Exercise goal
A single number is the whole answer: the count of lines in the records where "highway" occurs.

═════ Data under study

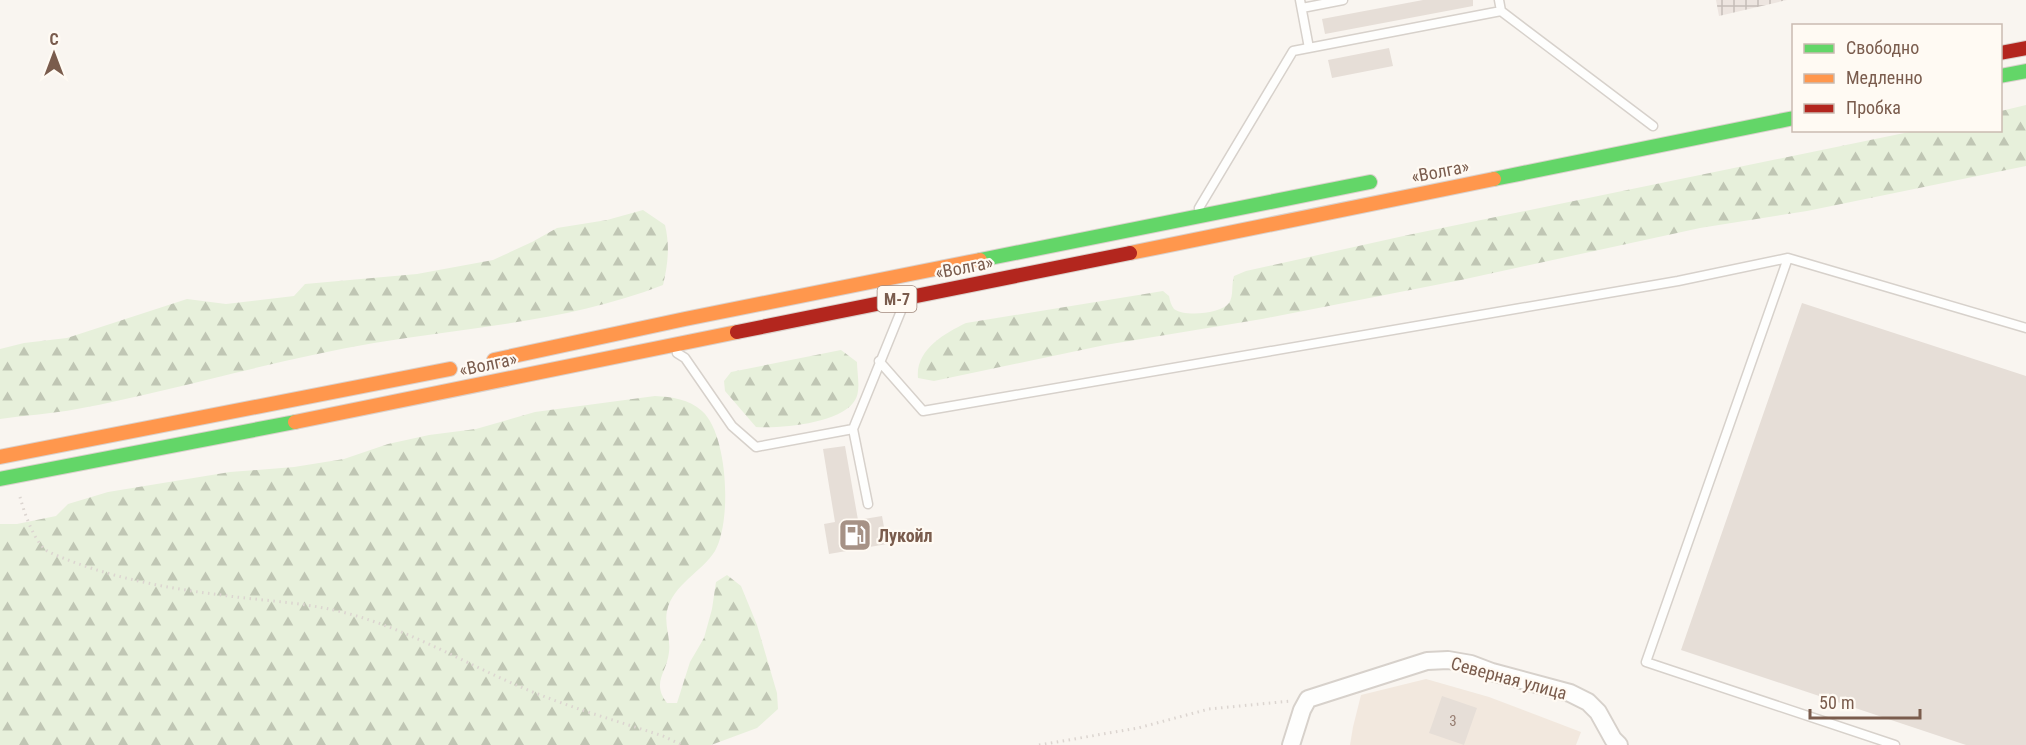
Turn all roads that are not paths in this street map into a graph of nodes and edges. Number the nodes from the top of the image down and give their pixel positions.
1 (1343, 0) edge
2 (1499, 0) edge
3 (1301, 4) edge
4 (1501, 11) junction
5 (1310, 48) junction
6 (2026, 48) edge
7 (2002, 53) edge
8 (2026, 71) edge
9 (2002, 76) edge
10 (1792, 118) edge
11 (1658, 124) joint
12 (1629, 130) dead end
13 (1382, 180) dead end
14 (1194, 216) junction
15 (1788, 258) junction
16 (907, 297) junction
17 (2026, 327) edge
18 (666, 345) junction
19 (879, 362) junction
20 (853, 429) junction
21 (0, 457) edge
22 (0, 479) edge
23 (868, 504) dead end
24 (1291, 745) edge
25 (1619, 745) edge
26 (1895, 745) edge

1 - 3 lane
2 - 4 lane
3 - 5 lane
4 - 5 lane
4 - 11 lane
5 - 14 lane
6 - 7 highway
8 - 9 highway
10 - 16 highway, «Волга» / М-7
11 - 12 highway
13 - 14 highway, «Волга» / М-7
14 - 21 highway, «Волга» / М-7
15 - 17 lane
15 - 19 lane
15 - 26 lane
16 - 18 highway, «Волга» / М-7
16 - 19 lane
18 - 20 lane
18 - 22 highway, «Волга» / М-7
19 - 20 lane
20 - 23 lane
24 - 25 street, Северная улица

══════════

Worked solution
8